Prompt: Set down the records below in full, exactly as they read.

Material to process:
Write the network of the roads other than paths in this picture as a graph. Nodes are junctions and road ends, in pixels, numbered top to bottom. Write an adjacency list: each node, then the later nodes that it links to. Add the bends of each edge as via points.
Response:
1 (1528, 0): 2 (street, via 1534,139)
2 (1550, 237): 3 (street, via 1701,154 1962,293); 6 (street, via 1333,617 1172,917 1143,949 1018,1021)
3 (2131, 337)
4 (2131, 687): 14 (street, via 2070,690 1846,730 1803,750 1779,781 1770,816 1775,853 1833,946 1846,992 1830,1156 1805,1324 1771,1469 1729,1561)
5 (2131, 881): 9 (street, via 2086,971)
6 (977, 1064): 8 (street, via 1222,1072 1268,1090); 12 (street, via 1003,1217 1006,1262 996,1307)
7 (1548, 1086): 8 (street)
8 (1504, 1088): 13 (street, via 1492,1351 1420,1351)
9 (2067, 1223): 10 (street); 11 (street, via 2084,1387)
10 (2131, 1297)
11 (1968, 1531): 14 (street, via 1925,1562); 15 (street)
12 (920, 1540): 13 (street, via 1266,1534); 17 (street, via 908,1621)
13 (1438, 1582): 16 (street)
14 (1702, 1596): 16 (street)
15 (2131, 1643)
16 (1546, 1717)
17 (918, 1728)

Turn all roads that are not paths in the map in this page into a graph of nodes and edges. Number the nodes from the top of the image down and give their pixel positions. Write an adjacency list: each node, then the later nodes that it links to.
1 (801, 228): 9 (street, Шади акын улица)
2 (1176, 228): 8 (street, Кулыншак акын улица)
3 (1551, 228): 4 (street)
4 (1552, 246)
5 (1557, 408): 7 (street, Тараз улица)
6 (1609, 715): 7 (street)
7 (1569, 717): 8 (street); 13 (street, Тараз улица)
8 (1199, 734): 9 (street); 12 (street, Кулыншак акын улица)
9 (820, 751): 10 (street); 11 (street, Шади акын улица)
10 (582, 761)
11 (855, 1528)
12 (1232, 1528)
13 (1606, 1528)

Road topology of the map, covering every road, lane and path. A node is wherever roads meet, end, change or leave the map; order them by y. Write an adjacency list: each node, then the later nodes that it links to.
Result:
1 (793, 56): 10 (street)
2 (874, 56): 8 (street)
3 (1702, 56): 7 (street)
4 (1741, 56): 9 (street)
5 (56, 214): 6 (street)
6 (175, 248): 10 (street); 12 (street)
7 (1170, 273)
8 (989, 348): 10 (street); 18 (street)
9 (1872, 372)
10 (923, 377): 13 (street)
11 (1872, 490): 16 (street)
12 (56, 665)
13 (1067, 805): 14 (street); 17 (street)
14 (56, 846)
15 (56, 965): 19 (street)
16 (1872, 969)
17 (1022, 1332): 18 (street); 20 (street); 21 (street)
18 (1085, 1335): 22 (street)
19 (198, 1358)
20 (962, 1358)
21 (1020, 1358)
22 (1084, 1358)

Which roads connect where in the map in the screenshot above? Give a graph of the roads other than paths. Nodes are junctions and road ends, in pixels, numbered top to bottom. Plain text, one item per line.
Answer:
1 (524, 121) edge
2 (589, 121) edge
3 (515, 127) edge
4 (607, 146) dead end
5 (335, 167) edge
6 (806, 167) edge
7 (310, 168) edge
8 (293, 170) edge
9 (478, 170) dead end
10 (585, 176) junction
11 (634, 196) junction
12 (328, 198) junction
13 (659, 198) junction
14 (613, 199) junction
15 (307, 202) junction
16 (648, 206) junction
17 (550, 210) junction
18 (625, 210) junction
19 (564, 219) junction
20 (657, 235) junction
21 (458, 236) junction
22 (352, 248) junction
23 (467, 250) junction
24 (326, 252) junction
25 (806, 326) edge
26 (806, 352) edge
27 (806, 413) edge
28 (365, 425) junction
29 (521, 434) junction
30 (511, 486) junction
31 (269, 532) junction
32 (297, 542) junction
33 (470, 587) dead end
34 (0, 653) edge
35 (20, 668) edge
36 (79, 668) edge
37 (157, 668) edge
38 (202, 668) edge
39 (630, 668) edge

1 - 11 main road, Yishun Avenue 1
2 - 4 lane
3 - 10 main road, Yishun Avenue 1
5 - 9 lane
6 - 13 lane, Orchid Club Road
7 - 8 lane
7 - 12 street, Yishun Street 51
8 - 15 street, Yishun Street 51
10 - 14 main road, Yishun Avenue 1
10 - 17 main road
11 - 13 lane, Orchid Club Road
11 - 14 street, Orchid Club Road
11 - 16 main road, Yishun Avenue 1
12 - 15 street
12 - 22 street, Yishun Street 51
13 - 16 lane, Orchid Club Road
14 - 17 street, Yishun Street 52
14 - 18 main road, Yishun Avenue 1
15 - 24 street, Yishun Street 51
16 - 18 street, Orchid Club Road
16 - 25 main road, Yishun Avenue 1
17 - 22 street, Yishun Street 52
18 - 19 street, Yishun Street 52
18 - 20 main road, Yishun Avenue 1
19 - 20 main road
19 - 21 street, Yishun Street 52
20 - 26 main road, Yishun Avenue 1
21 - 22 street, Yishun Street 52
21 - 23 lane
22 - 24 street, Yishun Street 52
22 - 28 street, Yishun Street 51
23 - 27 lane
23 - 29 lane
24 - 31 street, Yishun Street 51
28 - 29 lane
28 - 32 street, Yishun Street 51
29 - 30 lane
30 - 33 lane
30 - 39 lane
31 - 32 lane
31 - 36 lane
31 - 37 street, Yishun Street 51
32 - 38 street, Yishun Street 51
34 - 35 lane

Problem solution:
Write the network of the roads other than paths in this picture as a graph. Nodes are junctions and road ends, in pixels, numbered top to bottom. Write an adjacency list: each node, then the later nodes that it links to. Add the bends of each edge as via points.
Response:
1 (1528, 0): 2 (street, via 1534,139)
2 (1550, 237): 3 (street, via 1701,154 1962,293); 6 (street, via 1333,617 1172,917 1143,949 1018,1021)
3 (2131, 337)
4 (2131, 687): 14 (street, via 2070,690 1846,730 1803,750 1779,781 1770,816 1775,853 1833,946 1846,992 1830,1156 1805,1324 1771,1469 1729,1561)
5 (2131, 881): 9 (street, via 2086,971)
6 (977, 1064): 8 (street, via 1222,1072 1268,1090); 12 (street, via 1003,1217 1006,1262 996,1307)
7 (1548, 1086): 8 (street)
8 (1504, 1088): 13 (street, via 1492,1351 1420,1351)
9 (2067, 1223): 10 (street); 11 (street, via 2084,1387)
10 (2131, 1297)
11 (1968, 1531): 14 (street, via 1925,1562); 15 (street)
12 (920, 1540): 13 (street, via 1266,1534); 17 (street, via 908,1621)
13 (1438, 1582): 16 (street)
14 (1702, 1596): 16 (street)
15 (2131, 1643)
16 (1546, 1717)
17 (918, 1728)

Turn all roads that are not paths in the map in this page into a graph of nodes and edges. Number the nodes from the top of the image down and give their pixel positions. Write an adjacency list: each node, then the later nodes that it links to.
1 (801, 228): 9 (street, Шади акын улица)
2 (1176, 228): 8 (street, Кулыншак акын улица)
3 (1551, 228): 4 (street)
4 (1552, 246)
5 (1557, 408): 7 (street, Тараз улица)
6 (1609, 715): 7 (street)
7 (1569, 717): 8 (street); 13 (street, Тараз улица)
8 (1199, 734): 9 (street); 12 (street, Кулыншак акын улица)
9 (820, 751): 10 (street); 11 (street, Шади акын улица)
10 (582, 761)
11 (855, 1528)
12 (1232, 1528)
13 (1606, 1528)

Road topology of the map, covering every road, lane and path. A node is wherever roads meet, end, change or leave the map; order them by y. Write an adjacency list: each node, then the later nodes that it links to.
Result:
1 (793, 56): 10 (street)
2 (874, 56): 8 (street)
3 (1702, 56): 7 (street)
4 (1741, 56): 9 (street)
5 (56, 214): 6 (street)
6 (175, 248): 10 (street); 12 (street)
7 (1170, 273)
8 (989, 348): 10 (street); 18 (street)
9 (1872, 372)
10 (923, 377): 13 (street)
11 (1872, 490): 16 (street)
12 (56, 665)
13 (1067, 805): 14 (street); 17 (street)
14 (56, 846)
15 (56, 965): 19 (street)
16 (1872, 969)
17 (1022, 1332): 18 (street); 20 (street); 21 (street)
18 (1085, 1335): 22 (street)
19 (198, 1358)
20 (962, 1358)
21 (1020, 1358)
22 (1084, 1358)

Which roads connect where in the map in the screenshot above? Give a graph of the roads other than paths. Nodes are junctions and road ends, in pixels, numbered top to bottom. Plain text, one item per line.
Answer:
1 (524, 121) edge
2 (589, 121) edge
3 (515, 127) edge
4 (607, 146) dead end
5 (335, 167) edge
6 (806, 167) edge
7 (310, 168) edge
8 (293, 170) edge
9 (478, 170) dead end
10 (585, 176) junction
11 (634, 196) junction
12 (328, 198) junction
13 (659, 198) junction
14 (613, 199) junction
15 (307, 202) junction
16 (648, 206) junction
17 (550, 210) junction
18 (625, 210) junction
19 (564, 219) junction
20 (657, 235) junction
21 (458, 236) junction
22 (352, 248) junction
23 (467, 250) junction
24 (326, 252) junction
25 (806, 326) edge
26 (806, 352) edge
27 (806, 413) edge
28 (365, 425) junction
29 (521, 434) junction
30 (511, 486) junction
31 (269, 532) junction
32 (297, 542) junction
33 (470, 587) dead end
34 (0, 653) edge
35 (20, 668) edge
36 (79, 668) edge
37 (157, 668) edge
38 (202, 668) edge
39 (630, 668) edge

1 - 11 main road, Yishun Avenue 1
2 - 4 lane
3 - 10 main road, Yishun Avenue 1
5 - 9 lane
6 - 13 lane, Orchid Club Road
7 - 8 lane
7 - 12 street, Yishun Street 51
8 - 15 street, Yishun Street 51
10 - 14 main road, Yishun Avenue 1
10 - 17 main road
11 - 13 lane, Orchid Club Road
11 - 14 street, Orchid Club Road
11 - 16 main road, Yishun Avenue 1
12 - 15 street
12 - 22 street, Yishun Street 51
13 - 16 lane, Orchid Club Road
14 - 17 street, Yishun Street 52
14 - 18 main road, Yishun Avenue 1
15 - 24 street, Yishun Street 51
16 - 18 street, Orchid Club Road
16 - 25 main road, Yishun Avenue 1
17 - 22 street, Yishun Street 52
18 - 19 street, Yishun Street 52
18 - 20 main road, Yishun Avenue 1
19 - 20 main road
19 - 21 street, Yishun Street 52
20 - 26 main road, Yishun Avenue 1
21 - 22 street, Yishun Street 52
21 - 23 lane
22 - 24 street, Yishun Street 52
22 - 28 street, Yishun Street 51
23 - 27 lane
23 - 29 lane
24 - 31 street, Yishun Street 51
28 - 29 lane
28 - 32 street, Yishun Street 51
29 - 30 lane
30 - 33 lane
30 - 39 lane
31 - 32 lane
31 - 36 lane
31 - 37 street, Yishun Street 51
32 - 38 street, Yishun Street 51
34 - 35 lane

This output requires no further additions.